Methods: All patients presenting to our multidisciplinary DFU clinic from 6/2012-12/2015 were enrolled in a prospective database. Wound healing time and one-year major amputation rates were compared for patients stratified by WIfI classification.
Results: 217 DFU patients with 439 wounds (mean age 58.3±0.8 years, 58% male, 63% black) were enrolled, including 29% WIfI stage 1, 9% stage 2, 35% stage 3, and 27% stage 4. Peripheral vascular disease and dialysis were more common in patients with advanced (stage 3 or 4) wounds (P<.01). Patient demographics, socioeconomic status, and comorbidities were otherwise similar between groups. There was a trend towards an increased number of active wounds per limb at presentation with increasing WIfI stage (stage 1: 1.08±0.07 vs. stage 4: 1.39±0.12; P=.19). Mean wound area (stage 1: 3.75±1.3 vs. stage 4: 13.5±2.1cm2; P<.001) and depth (stage 1: 0.18±0.01 vs. stage 4: 0.84±0.08cm; P<.001) increased progressively with increasing wound stage. Minor amputations (stage 1: 15% vs. stage 4: 56%; P<.001) and revascularizations (stage 1: 6% vs. stage 4: 52%; P<.001) were more common with increasing WIfI stage. WIfI classification was predictive of WHT (P<.001; Figure 1A), but not major amputation rates (P=.91; Figure 1B). For stage 4 wounds, the mean WHT was 184±16 days and risk of major amputation at 1 year was 6.8±3.9%.

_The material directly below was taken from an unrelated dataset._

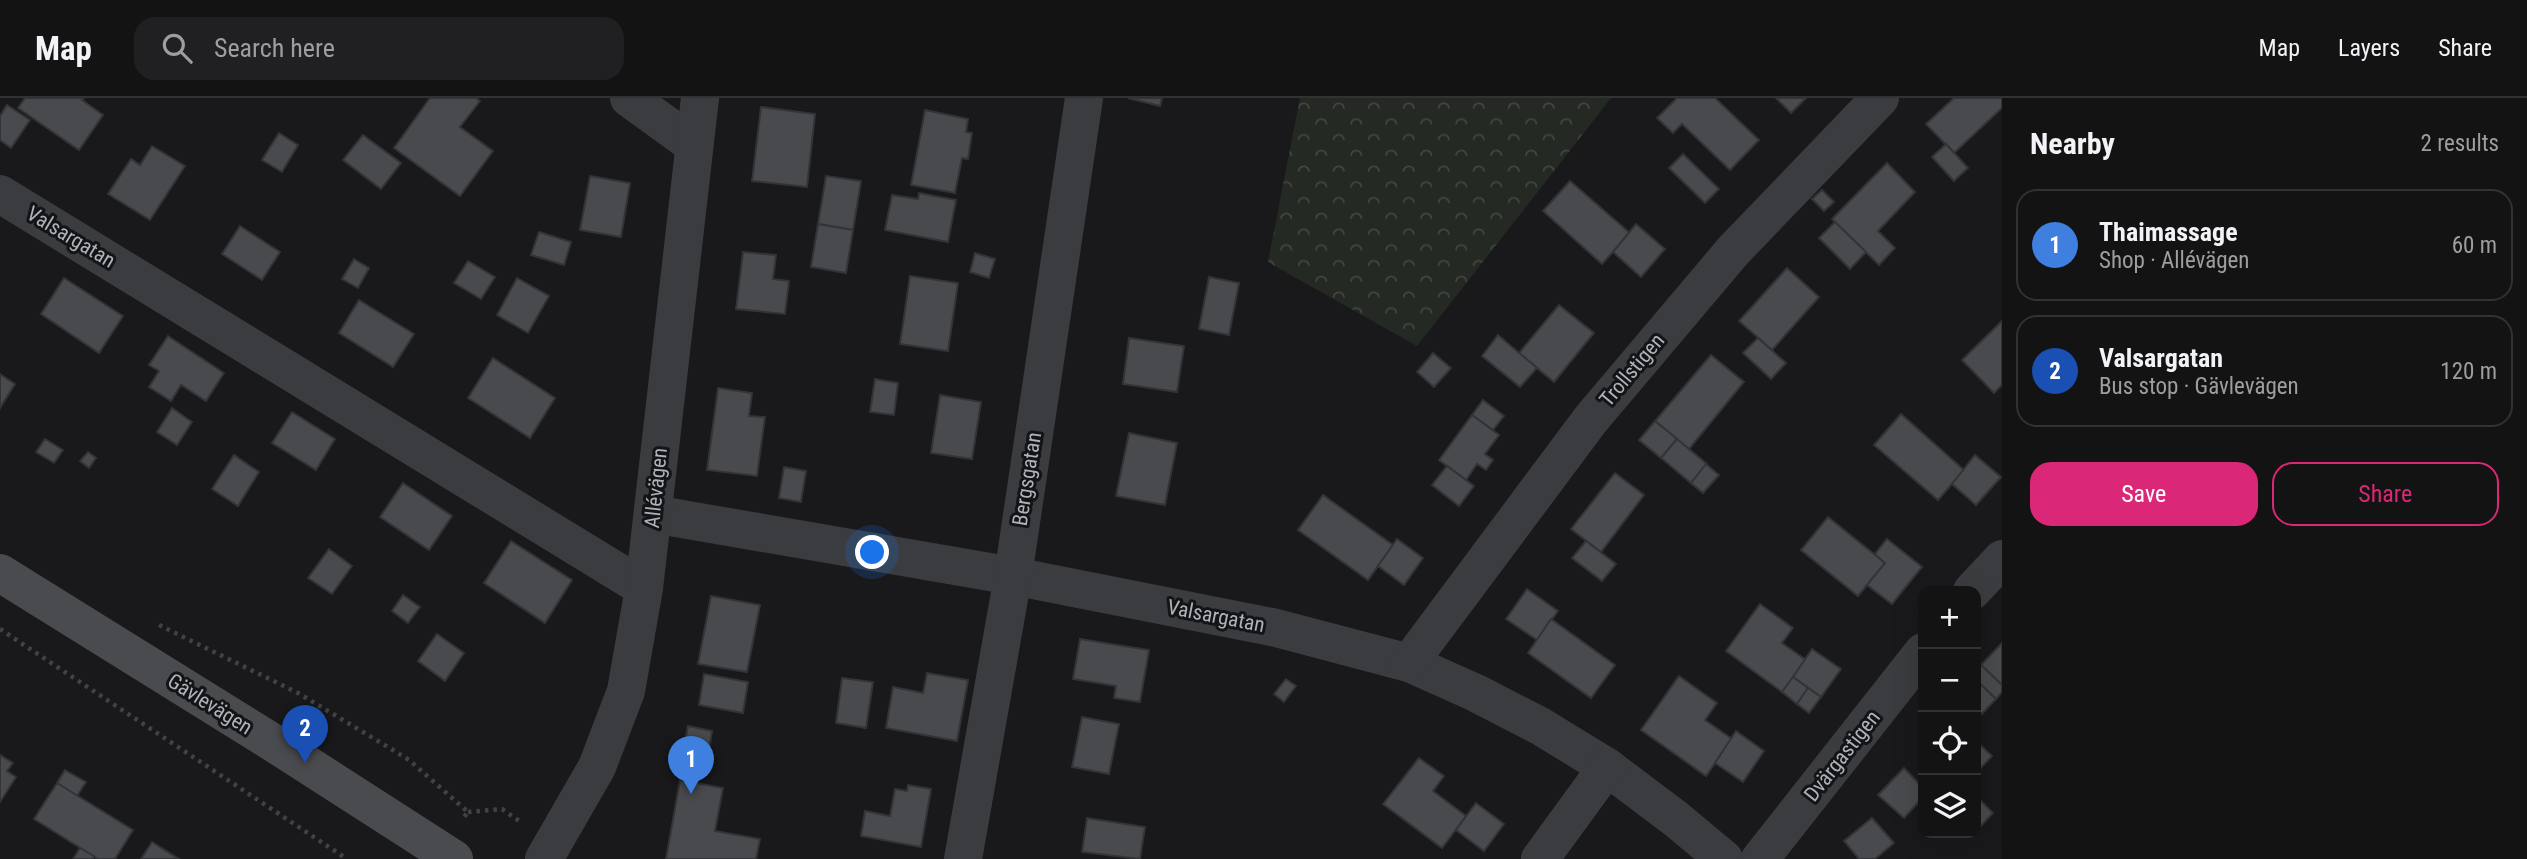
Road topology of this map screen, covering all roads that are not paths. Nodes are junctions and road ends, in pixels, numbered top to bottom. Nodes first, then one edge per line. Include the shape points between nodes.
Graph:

Conclusions: Among patients with DFU, the WIfI classification system correlated well with WHT but was not associated with risk of major amputation at 1 year. Use of a multidisciplinary approach for diabetic foot wound care reduced amputation risk and augmented healing time compared to previously published reports among patients with advanced stage 4 disease.